What Do You Think Of My Short Story……..?
I’m writing a story and I wrote this and I was wondering what people thought of it. I know it’s not the shortest short story but oh well. Please be honest and don’t say it’s good just too get points. Thanks … here it is:
I stared out the car window. It was raining again, I always hated rainy days, they reminded me of sadness and I never knew why. I sighed; I couldn’t believe I was going to another foster home. I kept moving from one to another, it made me feel like a play toy for a little kid.
“Once again I am very sorry about making you move again, it’s just…..” she let her voice trail on. She looked at me in the rear view mirror her blue eyes filled with sorrow.

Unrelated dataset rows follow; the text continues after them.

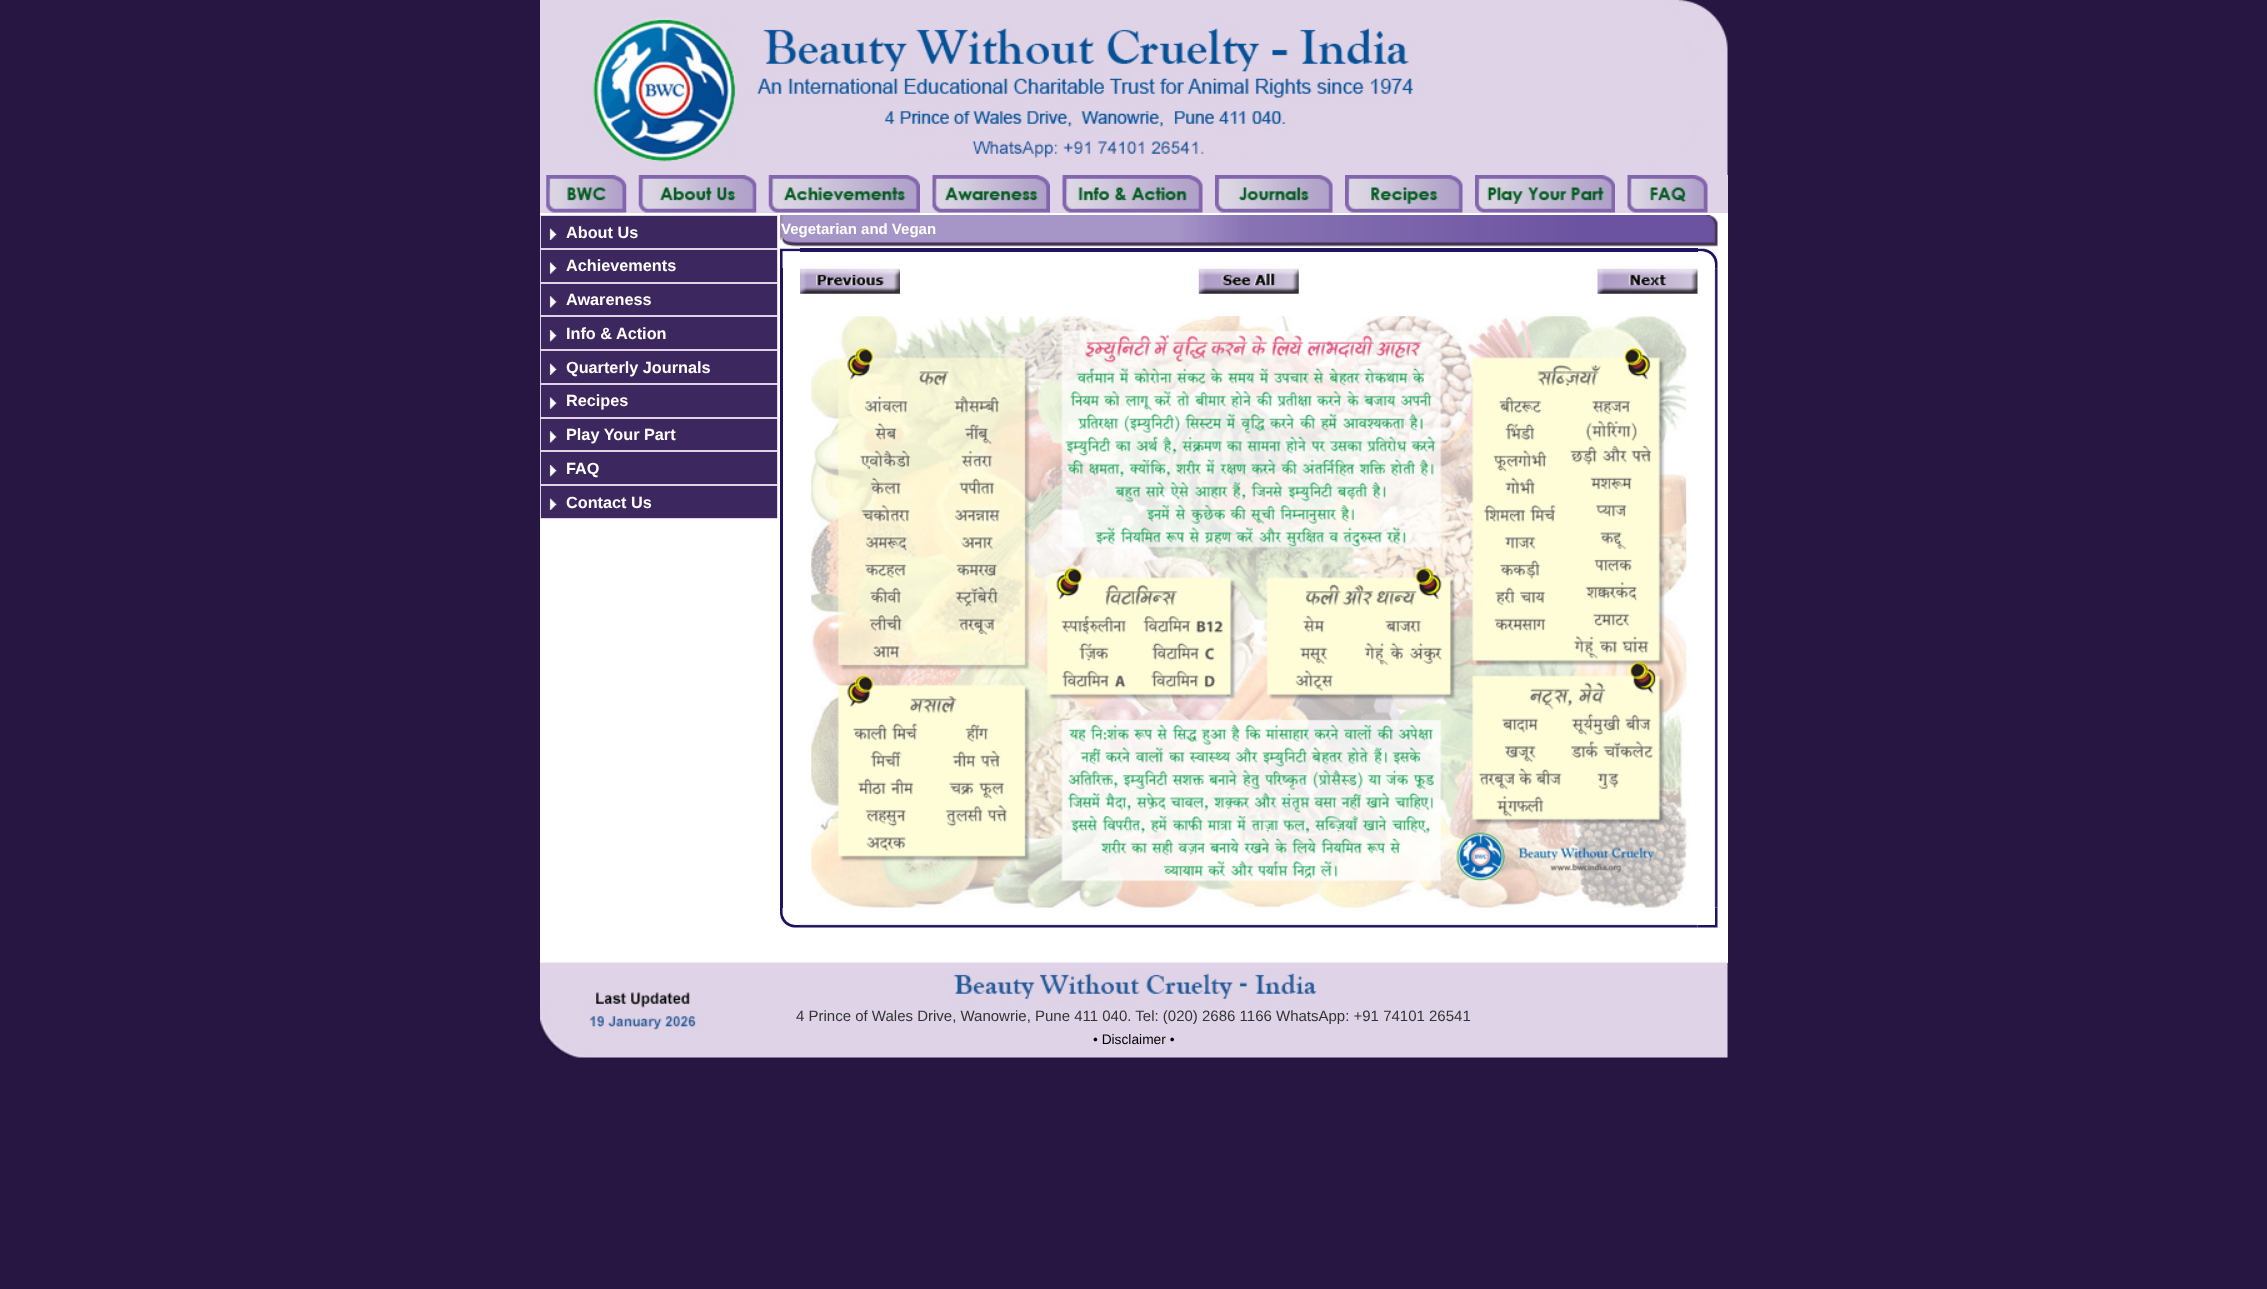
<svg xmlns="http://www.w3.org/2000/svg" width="2267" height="1289">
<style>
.a{font:bold 16.25px Liberation Sans;fill:#fff}
.b{font:bold 15px Liberation Sans;fill:#fff}
.c{font:15px Liberation Sans;fill:#333}
.d{font:13.75px Liberation Sans;fill:#000}
</style>
<rect width="100%" height="100%" fill="#271641"/>
<image href="1.png" x="540" y="0" width="1188" height="175"/>
<path fill="#dfd3e7" d="M540 175h1188v38H540z"/>
<image href="2.png" x="546" y="175" width="81" height="38"/>
<image href="3.png" x="638" y="175" width="119" height="38"/>
<image href="4.png" x="768" y="175" width="152" height="38"/>
<image href="5.png" x="932" y="175" width="118" height="38"/>
<image href="6.png" x="1062" y="175" width="141" height="38"/>
<image href="7.png" x="1215" y="175" width="118" height="38"/>
<image href="8.png" x="1345" y="175" width="118" height="38"/>
<image href="9.png" x="1475" y="175" width="140" height="38"/>
<image href="10.png" x="1627" y="175" width="81" height="38"/>
<path fill="#fff" d="M540 213h1188v750H540z"/>
<path fill="#3d275f" d="M541 216h236v32H541z"/>
<image href="11.png" x="549" y="228" width="8" height="12"/>
<path fill="none" stroke="#dfd3e7" d="M540.5 215.5h237v33H540.5z"/>
<path fill="#3d275f" d="M541 250h236v32H541z"/>
<image href="12.png" x="549" y="262" width="8" height="12"/>
<path fill="none" stroke="#dfd3e7" d="M540.5 249.5h237v33H540.5z"/>
<path fill="#3d275f" d="M541 284h236v31H541z"/>
<image href="13.png" x="549" y="296" width="8" height="12"/>
<path fill="none" stroke="#dfd3e7" d="M540.5 283.5h237v32H540.5z"/>
<path fill="#3d275f" d="M541 317h236v32H541z"/>
<image href="14.png" x="549" y="330" width="8" height="12"/>
<path fill="none" stroke="#dfd3e7" d="M540.5 316.5h237v33H540.5z"/>
<path fill="#3d275f" d="M541 351h236v32H541z"/>
<image href="11.png" x="549" y="363" width="8" height="12"/>
<path fill="none" stroke="#dfd3e7" d="M540.5 350.5h237v33H540.5z"/>
<path fill="#3d275f" d="M541 385h236v32H541z"/>
<image href="12.png" x="549" y="397" width="8" height="12"/>
<path fill="none" stroke="#dfd3e7" d="M540.5 384.5h237v33H540.5z"/>
<path fill="#3d275f" d="M541 419h236v31H541z"/>
<image href="13.png" x="549" y="431" width="8" height="12"/>
<path fill="none" stroke="#dfd3e7" d="M540.5 418.5h237v32H540.5z"/>
<path fill="#3d275f" d="M541 452h236v32H541z"/>
<image href="14.png" x="549" y="465" width="8" height="12"/>
<path fill="none" stroke="#dfd3e7" d="M540.5 451.5h237v33H540.5z"/>
<path fill="#3d275f" d="M541 486h236v32H541z"/>
<image href="11.png" x="549" y="498" width="8" height="12"/>
<path fill="none" stroke="#dfd3e7" d="M540.5 485.5h237v33H540.5z"/>
<image href="15.png" x="780" y="215" width="938" height="32"/>
<image href="16.png" x="780" y="248" width="20" height="20"/>
<path fill="#1f145f" d="M800 248h898v4H800z"/>
<image href="22.png" x="1714" y="268" width="4" height="640"/>
<image href="17.png" x="1698" y="248" width="20" height="21"/>
<path fill="#1f145f" d="M780 268h3v640H780z"/>
<image href="18.png" x="800" y="268" width="100" height="26"/>
<image href="19.png" x="1198" y="268" width="101" height="26"/>
<image href="20.png" x="1597" y="268" width="101" height="26"/>
<image href="21.png" x="811" y="316" width="876" height="592"/>
<image href="23.png" x="780" y="908" width="20" height="20"/>
<image href="24.png" x="800" y="924" width="898" height="4"/>
<image href="25.png" x="1697" y="907" width="21" height="21"/>
<image href="26.png" x="540" y="962" width="1188" height="96"/>
<text class="a" x="566" y="238">About Us</text>
<text class="a" x="566" y="271">Achievements</text>
<text class="a" x="566" y="305">Awareness</text>
<text class="a" x="566" y="339">Info &amp; Action</text>
<text class="a" x="566" y="373">Quarterly Journals</text>
<text class="a" x="566" y="406">Recipes</text>
<text class="a" x="566" y="440">Play Your Part</text>
<text class="a" x="566" y="474">FAQ</text>
<text class="a" x="566" y="508">Contact Us</text>
<text class="b" x="781" y="234">Vegetarian and Vegan</text>
<text class="c" x="796" y="1021">4 Prince of Wales Drive, Wanowrie, Pune 411 040. Tel: (020) 2686 1166 WhatsApp: +91 74101 26541</text>
<text class="d" x="1093" y="1044">• Disclaimer •</text>
</svg>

“Stop feeling sorry for me I’m fine Mary” I knew she hated it when I called her by her first name, but she didn’t say anything to me. I used to have the coolest social worker, she was fun, kind, playful and we were able to talk to each other, but then one day she got a great job offer and of course she accepted it and she moved to Australia. Now I just have an old boring social worker, I guess Mary is kind of nice but she is still boring all the same.
“Paige I’ve told you this before, please call me Mrs. Jones.” Mary finally answers. Well it took her long enough.
“Ok Mary.” I smiled and she sighed. Ah this is so much fun. Some people say chocolate is good for the soul; I say messing with Mary is good for the soul.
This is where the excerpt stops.